Improving Prototypical Visual Explanations with Reward Reweighing, Reselection, and Retraining
Aaron J. Li, Robin Netzorg, Zhihan Cheng, Zhuoqin Zhang, Bin Yu
TL;DR
This work tackles the interpretability gap in prototype-based image classifiers by introducing R3, a post-processing framework that learns a reward model from human feedback to guide three offline prototype updates—Reward Reweighing, Prototype Reselection, and Retraining—for ProtoPNet variants. The reward model is trained from a compact set of human ratings on image-prototype activations and used to align prototypes with human preferences, while a subsequent retraining step realigns the base features and classifier to preserve predictive accuracy. Across bird and car datasets, R3 consistently boosts prototype quality (reward and Activation Precision) and often improves or restores predictive accuracy after retraining, with demonstrated generalizability to ProtoPFormer and SDFA/SA-augmented variants. The framework enables customizable, human-aligned interpretability improvements that can be adapted to other prototype-based models, offering practical benefits for trustworthy visual explanations and deployment in real-world settings.
Abstract
In recent years, work has gone into developing deep interpretable methods for image classification that clearly attributes a model's output to specific features of the data.

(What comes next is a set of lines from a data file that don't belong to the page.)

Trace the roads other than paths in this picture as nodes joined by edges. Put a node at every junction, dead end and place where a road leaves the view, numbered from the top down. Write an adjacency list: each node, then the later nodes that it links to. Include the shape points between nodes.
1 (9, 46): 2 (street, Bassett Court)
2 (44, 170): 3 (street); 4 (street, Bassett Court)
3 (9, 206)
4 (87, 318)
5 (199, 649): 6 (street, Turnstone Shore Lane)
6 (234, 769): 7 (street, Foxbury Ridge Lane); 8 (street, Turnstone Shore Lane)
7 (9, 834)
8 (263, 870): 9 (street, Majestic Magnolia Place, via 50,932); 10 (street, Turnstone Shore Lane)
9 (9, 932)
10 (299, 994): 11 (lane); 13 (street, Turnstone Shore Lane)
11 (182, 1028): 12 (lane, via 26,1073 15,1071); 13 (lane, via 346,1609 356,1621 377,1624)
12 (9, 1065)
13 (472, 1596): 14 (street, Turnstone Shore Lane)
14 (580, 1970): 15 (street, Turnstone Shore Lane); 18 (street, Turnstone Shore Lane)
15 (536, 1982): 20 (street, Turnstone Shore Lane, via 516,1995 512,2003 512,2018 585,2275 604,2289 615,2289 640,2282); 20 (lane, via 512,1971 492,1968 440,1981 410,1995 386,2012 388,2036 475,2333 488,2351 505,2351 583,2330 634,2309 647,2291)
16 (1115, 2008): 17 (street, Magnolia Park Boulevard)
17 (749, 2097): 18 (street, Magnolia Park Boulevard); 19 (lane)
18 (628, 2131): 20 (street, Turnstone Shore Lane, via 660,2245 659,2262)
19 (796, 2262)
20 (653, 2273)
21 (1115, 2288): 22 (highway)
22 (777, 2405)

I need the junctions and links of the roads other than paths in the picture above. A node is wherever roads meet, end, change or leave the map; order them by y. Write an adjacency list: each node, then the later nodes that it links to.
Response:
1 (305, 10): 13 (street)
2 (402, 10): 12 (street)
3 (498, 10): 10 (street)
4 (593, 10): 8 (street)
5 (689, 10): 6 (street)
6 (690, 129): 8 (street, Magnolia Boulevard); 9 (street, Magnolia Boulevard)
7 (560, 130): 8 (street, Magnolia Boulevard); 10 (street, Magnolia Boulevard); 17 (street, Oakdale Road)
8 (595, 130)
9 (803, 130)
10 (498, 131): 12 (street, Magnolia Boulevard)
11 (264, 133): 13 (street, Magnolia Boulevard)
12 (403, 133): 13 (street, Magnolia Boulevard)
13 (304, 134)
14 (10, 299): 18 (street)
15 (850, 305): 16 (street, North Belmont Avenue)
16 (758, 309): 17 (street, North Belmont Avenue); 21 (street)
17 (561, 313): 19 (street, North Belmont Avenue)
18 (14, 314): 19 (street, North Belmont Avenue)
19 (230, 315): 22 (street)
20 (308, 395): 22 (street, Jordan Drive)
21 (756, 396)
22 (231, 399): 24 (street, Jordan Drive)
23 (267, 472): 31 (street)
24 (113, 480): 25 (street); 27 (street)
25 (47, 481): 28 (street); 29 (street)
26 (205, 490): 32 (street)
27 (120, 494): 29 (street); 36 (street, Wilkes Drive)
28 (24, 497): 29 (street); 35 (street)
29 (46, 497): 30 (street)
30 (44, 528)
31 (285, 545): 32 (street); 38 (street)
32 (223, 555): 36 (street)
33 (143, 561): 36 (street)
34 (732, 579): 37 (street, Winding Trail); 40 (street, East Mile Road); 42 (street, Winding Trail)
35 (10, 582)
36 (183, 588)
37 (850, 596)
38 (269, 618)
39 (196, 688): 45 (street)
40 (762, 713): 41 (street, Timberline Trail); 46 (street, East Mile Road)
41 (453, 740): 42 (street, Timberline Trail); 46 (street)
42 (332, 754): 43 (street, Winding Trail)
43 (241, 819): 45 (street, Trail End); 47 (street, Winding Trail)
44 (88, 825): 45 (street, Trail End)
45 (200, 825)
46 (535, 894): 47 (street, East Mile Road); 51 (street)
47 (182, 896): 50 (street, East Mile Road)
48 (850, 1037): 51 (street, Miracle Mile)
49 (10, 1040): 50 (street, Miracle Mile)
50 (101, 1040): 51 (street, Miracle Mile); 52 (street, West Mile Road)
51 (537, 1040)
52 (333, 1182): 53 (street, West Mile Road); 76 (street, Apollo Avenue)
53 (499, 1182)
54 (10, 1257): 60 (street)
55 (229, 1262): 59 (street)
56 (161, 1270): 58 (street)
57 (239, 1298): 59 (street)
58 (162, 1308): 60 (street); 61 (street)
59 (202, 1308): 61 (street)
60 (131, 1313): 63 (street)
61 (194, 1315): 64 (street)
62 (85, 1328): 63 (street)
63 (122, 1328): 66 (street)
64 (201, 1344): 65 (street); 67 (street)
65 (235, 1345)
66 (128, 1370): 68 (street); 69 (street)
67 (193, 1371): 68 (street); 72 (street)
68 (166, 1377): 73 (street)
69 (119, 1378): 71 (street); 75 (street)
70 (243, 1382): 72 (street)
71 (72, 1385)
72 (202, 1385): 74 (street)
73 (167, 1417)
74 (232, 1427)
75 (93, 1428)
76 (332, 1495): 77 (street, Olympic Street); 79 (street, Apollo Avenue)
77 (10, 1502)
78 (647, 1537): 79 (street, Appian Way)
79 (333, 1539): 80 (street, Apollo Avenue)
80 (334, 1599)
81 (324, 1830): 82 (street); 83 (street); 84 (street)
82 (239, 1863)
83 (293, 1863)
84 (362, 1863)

One such of these methods is the Prototypical Part Network (ProtoPNet), which attempts to classify images based on meaningful parts of the input. While this architecture is able to produce visually interpretable classifications, it often learns to classify based on parts of the image that are not semantically meaningful. To address this problem, we propose the Reward Reweighing, Reselecting, and Retraining (R3) post-processing framework, which performs three additional corrective updates to a pretrained ProtoPNet in an offline and efficient manner. The first two steps involve learning a reward model based on collected human feedback and then aligning the prototypes with human preferences. The final step is retraining, which realigns the base features and the classifier layer of the original model with the updated prototypes. We find that our R3 framework consistently improves both the interpretability and the predictive accuracy of ProtoPNet and its variants.